Die Ansprüche aus einer vereinbarten Betriebsordnung, soweit sie das Verhältnis zwischen Arbeitgeber und Arbeitnehmer betreffen, sind relativ zwingend, d.h.
- Abweichungen zugunsten des Arbeitnehmers sind in den unter OR 362 Abs. 1 aufgezählten Fällen nicht zulässig
- Abweichungen zuungunsten des Arbeitnehmers sind im Übrigen nichtig (vgl. OR 362 Abs. 2)
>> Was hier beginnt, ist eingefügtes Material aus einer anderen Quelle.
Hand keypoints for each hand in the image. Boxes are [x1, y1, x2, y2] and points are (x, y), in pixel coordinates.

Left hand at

Das Verhältnis von Betriebsordnung (BO) zu den anderen arbeitsrechtlichen Titeln (Einzelarbeitsvertrag, Gesamtarbeitsvertrag (GAV) und Normalarbeitsvertrag (NAV) wird in Lehre und Rechtsprechung wie folgt beurteilt:
- BO c. Einzelarbeitsvertrag
- Massgeblichkeit der BO, wenn sie für den Arbeitnehmer günstiger ist als die Bedingungen im Einzelarbeitsvertrag (Günstigkeitsprinzip), soweit es sich um „andere Bestimmungen“ im Sinne von ArG 38 Abs. 2 in einer vereinbarten Betriebsordnung handelt (VISCHER FRANK, a.a.O., N 11 zu ArG 39)
- BO c. GAV
- Kein Vorrang der BO vor dem GAV, selbst dann nicht, wenn die Regelung für den Arbeitnehmer günstiger ist (vgl. OR 360, ArG 38 Abs. 2 und 3; vgl. VISCHER FRANK, ArG-Kommentar, a.a.O., N 59 ff. zu ArG 38; BGer in JAR 1998 S. 282)
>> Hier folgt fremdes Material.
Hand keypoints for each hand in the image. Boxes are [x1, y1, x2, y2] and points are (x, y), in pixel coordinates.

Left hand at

- BO c. Normalarbeitsvertrag (NAV)
- Massgeblichkeit der BO, wenn sie für den Arbeitnehmer günstiger ist als die Bedingungen im Normalarbeitsvertrag (NAV) (Günstigkeitsprinzip) (umstritten > Aktualität zur gegebenen Zeit auf Aktualität hin prüfen)
Gesetzestexte
Art. 39 ArG
Kontrolle, Wirkungen
1 Die Betriebsordnung ist der kantonalen Behörde zuzustellen; stellt diese fest, dass Bestimmungen der Betriebsordnung mit den Vorschriften dieses Gesetzes nicht übereinstimmen, so ist das Verfahren gemäss Artikel 51 durchzuführen.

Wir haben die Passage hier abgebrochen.